Given records.
((
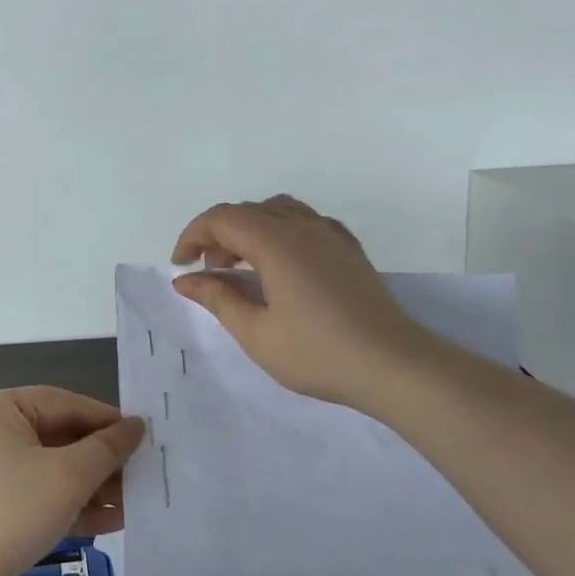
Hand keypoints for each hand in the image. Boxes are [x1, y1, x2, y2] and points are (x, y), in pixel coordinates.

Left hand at [0, 387, 143, 575]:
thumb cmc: (5, 512)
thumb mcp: (66, 476)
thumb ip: (107, 449)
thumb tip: (137, 426)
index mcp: (1, 410)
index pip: (66, 403)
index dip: (108, 421)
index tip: (145, 439)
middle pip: (60, 438)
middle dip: (102, 461)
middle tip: (144, 476)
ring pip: (52, 473)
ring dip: (91, 488)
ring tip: (133, 504)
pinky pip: (38, 500)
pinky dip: (70, 508)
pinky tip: (108, 524)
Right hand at [171, 195, 427, 408]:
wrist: (393, 365)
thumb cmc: (318, 353)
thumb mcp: (256, 333)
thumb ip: (218, 298)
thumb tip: (185, 280)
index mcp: (276, 242)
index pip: (222, 218)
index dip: (193, 236)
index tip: (181, 266)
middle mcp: (302, 225)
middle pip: (247, 211)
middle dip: (217, 234)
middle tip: (208, 272)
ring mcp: (329, 233)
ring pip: (276, 210)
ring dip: (249, 229)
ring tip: (242, 266)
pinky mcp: (348, 247)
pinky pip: (303, 221)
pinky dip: (278, 231)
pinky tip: (280, 265)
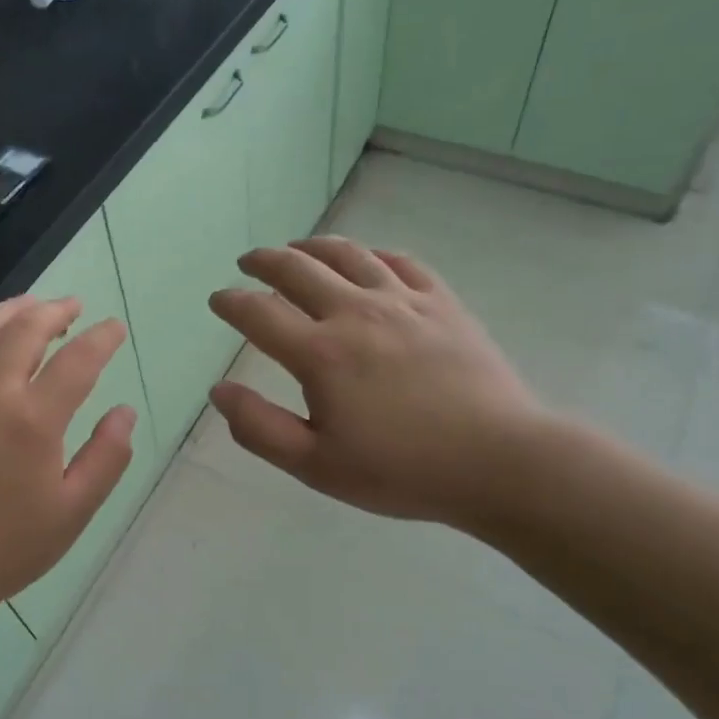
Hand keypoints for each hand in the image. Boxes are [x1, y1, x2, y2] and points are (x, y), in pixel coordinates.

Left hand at [0, 297, 136, 661]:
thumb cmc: (4, 547)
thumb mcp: (72, 512)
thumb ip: (106, 457)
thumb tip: (125, 412)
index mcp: (33, 419)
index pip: (78, 359)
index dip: (102, 338)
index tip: (114, 329)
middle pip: (25, 328)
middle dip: (56, 310)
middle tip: (74, 308)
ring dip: (11, 310)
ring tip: (30, 308)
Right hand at [207, 238, 547, 532]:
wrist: (500, 461)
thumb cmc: (402, 471)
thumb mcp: (317, 466)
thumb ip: (260, 428)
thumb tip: (219, 390)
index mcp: (320, 354)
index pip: (258, 313)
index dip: (231, 302)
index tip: (218, 299)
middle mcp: (355, 313)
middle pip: (297, 269)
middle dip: (264, 261)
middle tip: (249, 263)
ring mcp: (403, 302)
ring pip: (347, 254)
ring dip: (312, 247)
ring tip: (297, 248)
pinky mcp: (442, 303)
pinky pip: (400, 262)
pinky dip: (373, 254)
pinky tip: (366, 259)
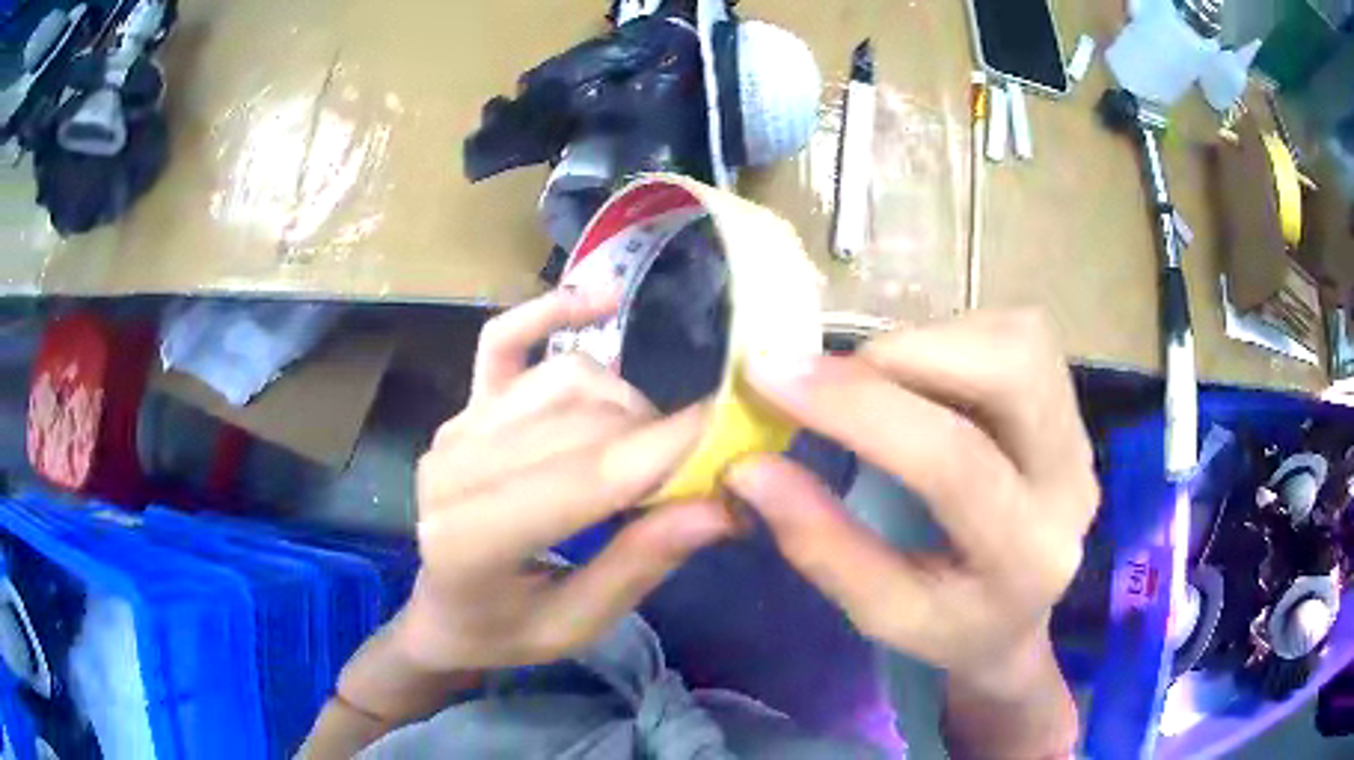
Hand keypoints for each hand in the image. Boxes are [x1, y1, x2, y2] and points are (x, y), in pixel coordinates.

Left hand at [396, 288, 735, 671]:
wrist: (442, 611)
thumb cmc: (505, 631)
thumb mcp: (576, 626)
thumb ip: (639, 565)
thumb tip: (722, 508)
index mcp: (470, 540)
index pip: (583, 479)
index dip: (665, 451)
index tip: (736, 433)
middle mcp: (452, 468)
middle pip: (580, 421)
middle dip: (657, 437)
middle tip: (705, 468)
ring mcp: (455, 427)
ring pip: (563, 379)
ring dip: (626, 403)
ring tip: (649, 449)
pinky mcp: (463, 406)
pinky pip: (504, 338)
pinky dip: (551, 311)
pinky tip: (600, 300)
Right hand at [725, 311, 1097, 681]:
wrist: (1018, 617)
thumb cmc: (949, 625)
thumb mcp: (879, 612)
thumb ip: (820, 543)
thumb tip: (748, 466)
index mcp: (1025, 557)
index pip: (953, 462)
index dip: (859, 408)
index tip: (771, 374)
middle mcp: (1070, 483)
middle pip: (1011, 368)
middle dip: (908, 354)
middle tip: (835, 379)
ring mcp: (1081, 435)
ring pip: (1018, 338)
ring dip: (931, 342)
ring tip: (880, 385)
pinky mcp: (1071, 404)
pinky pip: (1016, 334)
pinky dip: (953, 339)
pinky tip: (926, 382)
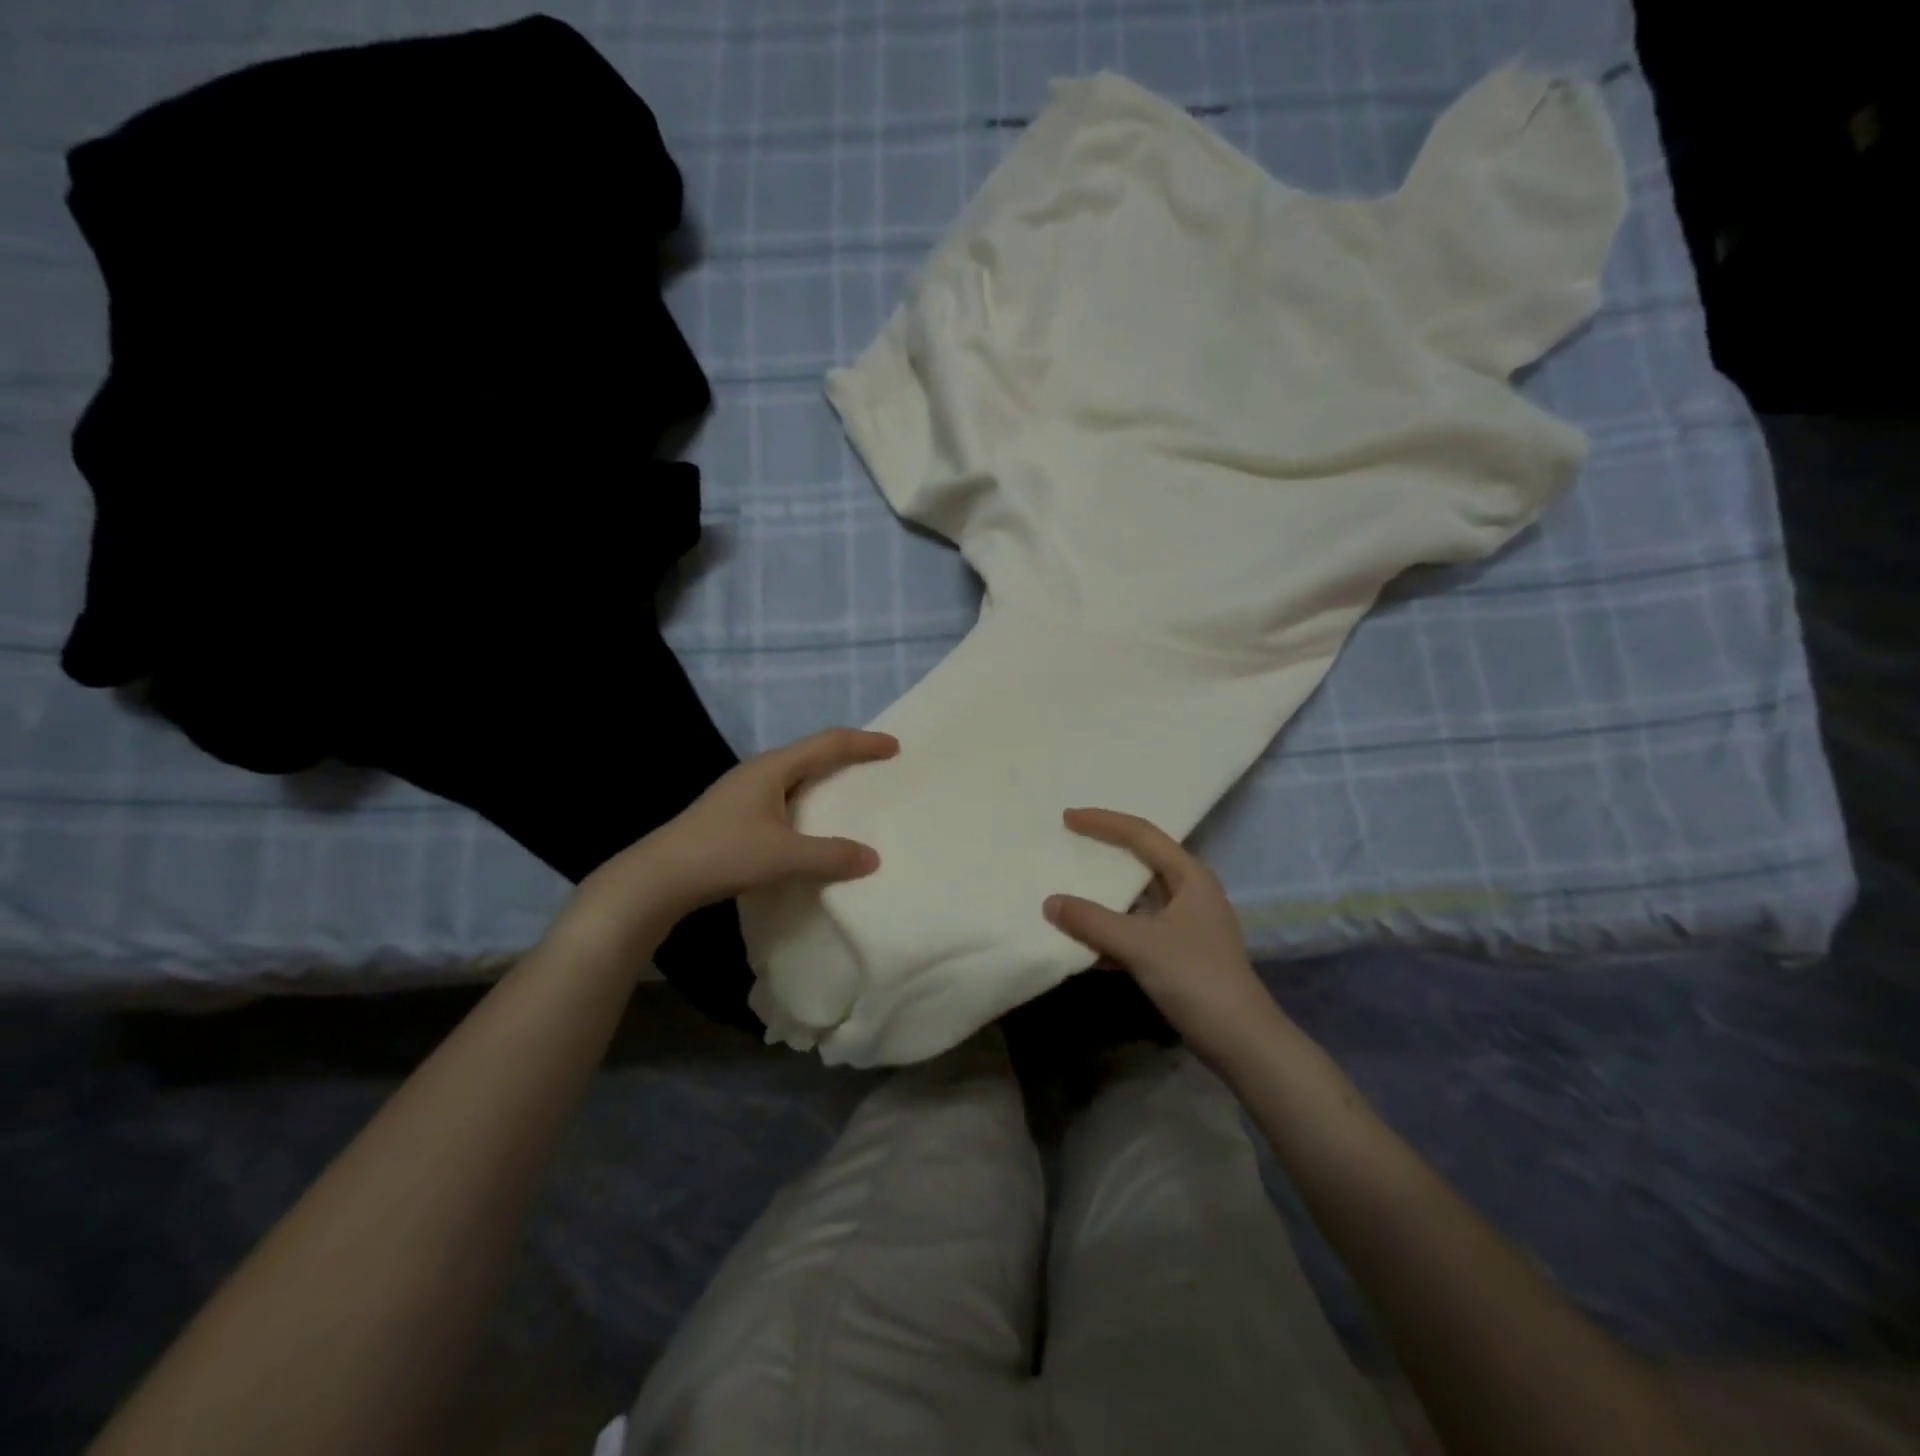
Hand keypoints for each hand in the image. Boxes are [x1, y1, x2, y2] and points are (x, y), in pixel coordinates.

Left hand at [567, 728, 897, 947]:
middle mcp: (758, 772)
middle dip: (847, 756)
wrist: (658, 877)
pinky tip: (812, 826)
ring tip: (850, 793)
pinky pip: (784, 798)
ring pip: (795, 776)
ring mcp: (743, 793)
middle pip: (812, 754)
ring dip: (825, 780)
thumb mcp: (784, 856)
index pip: (828, 744)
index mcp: (772, 768)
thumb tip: (872, 858)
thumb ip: (831, 856)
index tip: (894, 746)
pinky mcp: (734, 815)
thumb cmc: (724, 854)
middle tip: (877, 766)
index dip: (864, 743)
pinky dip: (808, 803)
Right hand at [1044, 807, 1283, 1062]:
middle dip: (1105, 851)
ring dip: (1105, 894)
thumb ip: (1092, 921)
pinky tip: (1085, 938)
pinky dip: (1112, 927)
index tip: (1067, 817)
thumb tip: (1050, 902)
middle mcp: (1191, 891)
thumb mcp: (1140, 945)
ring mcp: (1187, 922)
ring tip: (1069, 885)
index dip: (1103, 822)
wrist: (1241, 1041)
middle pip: (1141, 859)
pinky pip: (1137, 926)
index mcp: (1190, 876)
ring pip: (1138, 896)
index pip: (1141, 834)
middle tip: (1069, 842)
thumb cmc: (1196, 978)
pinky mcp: (1180, 951)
))
Task to carry out.
Please print the material exactly as given above, omitting the pictures.

Answer section.
Hand keypoints for each hand in the image. Boxes are [x1, y1, x2, y2] and points are (x, y), in pixel coordinates.

Left hand at [0, 387, 143, 575]:
thumb cmc: (5, 512)
thumb mcp: (66, 476)
thumb ip: (107, 449)
thumb tip: (137, 426)
index mcp: (1, 410)
index pip: (66, 403)
index dip: (108, 421)
index tip: (145, 439)
middle pip: (60, 438)
middle dip: (102, 461)
middle tip: (144, 476)
ring pip: (52, 473)
ring dip: (91, 488)
ring tip: (133, 504)
pinky pip: (38, 500)
pinky dip: (70, 508)
pinky tip: (108, 524)
Right hand at [171, 195, 427, 408]:
wrist: (393, 365)
thumb cmc: (318, 353)
thumb mcp: (256, 333)
thumb ip: (218, 298)
thumb tip: (185, 280)
index mcp: (276, 242)
index pip: (222, 218)
index dip: (193, 236)
index tip: (181, 266)
middle mcp: (302, 225)
middle pip: (247, 211)
middle dip: (217, 234)
middle tip: (208, 272)
ring mcp: (329, 233)
ring pip: (276, 210)
ring dip: (249, 229)
ring tip: (242, 266)
pinky mcp: (348, 247)
pinky pip: (303, 221)
pinky dip: (278, 231)
pinky tip: (280, 265)
Hand keypoints for each hand in the image. Boxes are [x1, y1, x2, y2] and points are (x, y), in pixel coordinates.

Left hand at [0, 297, 136, 661]:
thumb cmc: (4, 547)
thumb mcp: (72, 512)
thumb ip: (106, 457)
thumb tip: (125, 412)
index mcp: (33, 419)
index pip: (78, 359)
index dip: (102, 338)
index tip: (114, 329)
middle pip: (25, 328)
middle dip: (56, 310)
middle tip: (74, 308)
ring dip: (11, 310)
ring tip: (30, 308)
Right hand at [207, 238, 547, 532]:
wrist: (500, 461)
thumb cmc: (402, 471)
thumb mcp: (317, 466)
thumb ip: (260, 428)
thumb tip: (219, 390)
index mcp: (320, 354)
index pip: (258, 313)
index dip: (231, 302)
index tip: (218, 299)
middle mcp: (355, 313)
middle pip: (297, 269)
middle dip: (264, 261)
middle tip: (249, 263)
ring mcp: (403, 302)
ring pip: (347, 254)
ring dip: (312, 247)
ring tip: (297, 248)
pinky mcp: (442, 303)
pinky pip: (400, 262)
pinky dip: (373, 254)
pinky tip: (366, 259)
Hand keypoints for each hand in the image. Boxes are [x1, y1, x2, y2] and points are (x, y), in pixel coordinates.

Left hand at [396, 288, 735, 671]:
wrist: (442, 611)
thumb cmc: (505, 631)
thumb mcp: (576, 626)
thumb ip: (639, 565)
thumb tip: (722, 508)
index mcp: (470, 540)
index pip: (583, 479)
index dip: (665, 451)
index tip: (736, 433)
middle mcp: (452, 468)
middle pip: (580, 421)
middle dip: (657, 437)
middle tip: (705, 468)
ring mcp: (455, 427)
ring pip: (563, 379)
ring dip: (626, 403)
ring tip: (649, 449)
pinky mcp: (463, 406)
pinky pip: (504, 338)
pinky dip: (551, 311)
pinky tip: (600, 300)
Right hand at [725, 311, 1097, 681]:
wrist: (1018, 617)
thumb cmc: (949, 625)
thumb mcp: (879, 612)
thumb ip: (820, 543)
thumb tip: (748, 466)
index mcp: (1025, 557)
index pip: (953, 462)
index dip: (859, 408)
index tip: (771, 374)
middle mcp: (1070, 483)
middle pip: (1011, 368)
middle dip: (908, 354)
middle tip: (835, 379)
ring mcp: (1081, 435)
ring pip: (1018, 338)
ring dip: (931, 342)
ring tip: (880, 385)
pinky mcp: (1071, 404)
pinky pip: (1016, 334)
pinky dip: (953, 339)
pinky tip: (926, 382)
Hand keypoints for each hand in the image. Boxes are [x1, y1, x2, y2] and points are (x, y), in pixel coordinates.

Left hand at [567, 728, 897, 947]:
middle mcp: (758, 772)
middle dip: (847, 756)
wrist: (658, 877)
pinky tip: (812, 826)
ring tip: (850, 793)
pinky pip: (784, 798)
ring pip: (795, 776)
ring mcp: (743, 793)
middle pip: (812, 754)
ring dip: (825, 780)
thumb mcp: (784, 856)
index pip: (828, 744)
index mcp: (772, 768)
thumb tip: (872, 858)
thumb ip: (831, 856)
index tip: (894, 746)
pinky mcp: (734, 815)
thumb cmc: (724, 854)
middle tip: (877, 766)
index dip: (864, 743)
pinky dip: (808, 803)
Right hand at [1044, 807, 1283, 1062]:
middle dip: (1105, 851)
ring dip: (1105, 894)
thumb ip: (1092, 921)
pinky tip: (1085, 938)
pinky dip: (1112, 927)
index tip: (1067, 817)
thumb tip: (1050, 902)
middle mcp: (1191, 891)
thumb mcp: (1140, 945)
ring mcp: (1187, 922)
ring tip: (1069, 885)
index dip: (1103, 822)
wrist: (1241, 1041)
middle pip: (1141, 859)
pinky pip: (1137, 926)
index mcp: (1190, 876)
ring pip: (1138, 896)
index pip: (1141, 834)
middle tip: (1069, 842)
thumb cmc: (1196, 978)
pinky mcp: (1180, 951)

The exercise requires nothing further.